From government ministries to Westlands tech firms, the slow accumulation of redundant visual data has quietly drained budgets and distorted public records — here is the story of how it happened.

By Nairobi News Desk · Published 4 July 2026, 9:51 pm

4 min read

How Nairobi's Digital Archives Became a Swamp of Duplicate Images — and What Pushed Institutions to Finally Act
Photo: Photo by Mukula Igavinchi on Pexels

Kenya's public and private institutions are sitting on digital image libraries bloated by years of unchecked duplication, and the cost of cleaning them up is no longer theoretical. The problem became impossible to ignore in early 2025, when the Ministry of Information and Digital Economy commissioned an internal audit of its media asset servers and found that a significant share of stored image files were functionally identical copies occupying separate folders under different file names. The audit, whose findings were circulated within government but not publicly released, triggered a quiet but widening push across Nairobi's institutional landscape to address what archivists call the duplicate image problem.

The timing matters. President William Ruto's administration is operating under an IMF austerity framework that has squeezed discretionary spending across ministries. Cloud storage and server infrastructure are no longer free-floating line items — every gigabyte costs money that departments are now being asked to justify. Against that backdrop, the discovery that storage budgets were being consumed by redundant files landed with unusual political force.
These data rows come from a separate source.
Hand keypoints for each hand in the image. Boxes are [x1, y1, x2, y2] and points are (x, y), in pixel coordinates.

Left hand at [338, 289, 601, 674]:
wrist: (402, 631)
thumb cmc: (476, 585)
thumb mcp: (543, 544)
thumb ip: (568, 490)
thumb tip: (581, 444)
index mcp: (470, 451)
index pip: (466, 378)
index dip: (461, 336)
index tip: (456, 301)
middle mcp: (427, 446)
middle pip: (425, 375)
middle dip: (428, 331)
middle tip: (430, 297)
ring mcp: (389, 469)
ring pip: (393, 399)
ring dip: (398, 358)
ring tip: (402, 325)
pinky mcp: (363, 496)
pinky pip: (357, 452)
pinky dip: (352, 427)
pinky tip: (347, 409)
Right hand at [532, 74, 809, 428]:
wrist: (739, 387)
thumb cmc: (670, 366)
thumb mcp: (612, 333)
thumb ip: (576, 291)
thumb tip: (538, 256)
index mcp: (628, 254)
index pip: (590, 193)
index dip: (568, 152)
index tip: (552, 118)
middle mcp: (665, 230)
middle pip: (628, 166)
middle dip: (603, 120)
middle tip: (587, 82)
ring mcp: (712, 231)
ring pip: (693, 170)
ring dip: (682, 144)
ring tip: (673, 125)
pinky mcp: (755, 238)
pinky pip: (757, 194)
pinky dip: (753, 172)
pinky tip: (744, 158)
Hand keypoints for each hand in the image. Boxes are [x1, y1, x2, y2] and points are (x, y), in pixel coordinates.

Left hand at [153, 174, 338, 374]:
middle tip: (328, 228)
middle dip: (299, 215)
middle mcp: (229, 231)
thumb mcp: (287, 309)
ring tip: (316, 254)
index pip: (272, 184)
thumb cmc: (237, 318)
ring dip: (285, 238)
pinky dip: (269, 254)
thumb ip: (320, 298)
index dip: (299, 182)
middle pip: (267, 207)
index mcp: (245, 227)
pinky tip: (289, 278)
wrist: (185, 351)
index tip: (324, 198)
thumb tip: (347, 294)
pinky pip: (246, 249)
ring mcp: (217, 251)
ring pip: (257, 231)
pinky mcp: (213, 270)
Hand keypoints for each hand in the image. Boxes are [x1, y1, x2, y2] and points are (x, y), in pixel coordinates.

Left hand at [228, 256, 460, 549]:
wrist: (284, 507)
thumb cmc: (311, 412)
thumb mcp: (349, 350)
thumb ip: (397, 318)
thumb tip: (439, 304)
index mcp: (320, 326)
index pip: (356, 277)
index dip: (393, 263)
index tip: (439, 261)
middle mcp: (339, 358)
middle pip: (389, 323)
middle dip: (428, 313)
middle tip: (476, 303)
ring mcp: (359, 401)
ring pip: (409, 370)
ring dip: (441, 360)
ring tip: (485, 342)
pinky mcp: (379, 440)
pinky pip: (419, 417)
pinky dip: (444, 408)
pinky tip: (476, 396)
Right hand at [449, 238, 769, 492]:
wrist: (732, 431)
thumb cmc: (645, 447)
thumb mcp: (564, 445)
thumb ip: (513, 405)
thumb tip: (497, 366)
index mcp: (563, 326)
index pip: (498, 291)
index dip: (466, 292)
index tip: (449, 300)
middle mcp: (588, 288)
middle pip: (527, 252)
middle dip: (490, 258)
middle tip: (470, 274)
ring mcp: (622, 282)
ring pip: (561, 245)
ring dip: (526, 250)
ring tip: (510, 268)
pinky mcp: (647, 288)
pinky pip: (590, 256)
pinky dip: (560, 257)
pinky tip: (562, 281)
How the Duplication Built Up Over a Decade

The roots of the problem go back to roughly 2013, when Nairobi-area government agencies and larger NGOs began the mass migration from physical photo archives to digital systems. The transition was fast and largely uncoordinated. Different departments within the same organisation often ran parallel uploads. Field officers in places like Kibera and Mathare submitted the same event photographs through multiple reporting channels — WhatsApp, email, and dedicated content management systems — and each submission was saved independently at the receiving end.

iHub, the Ngong Road technology hub that has been a nerve centre for Nairobi's startup culture since 2010, hosted a series of workshops between 2018 and 2020 where developers flagged the issue as a looming problem for data-heavy clients. The warnings did not translate into widespread policy changes. Many organisations, particularly county government departments and international development agencies operating out of Upper Hill, continued to prioritise rapid content collection over deduplication hygiene.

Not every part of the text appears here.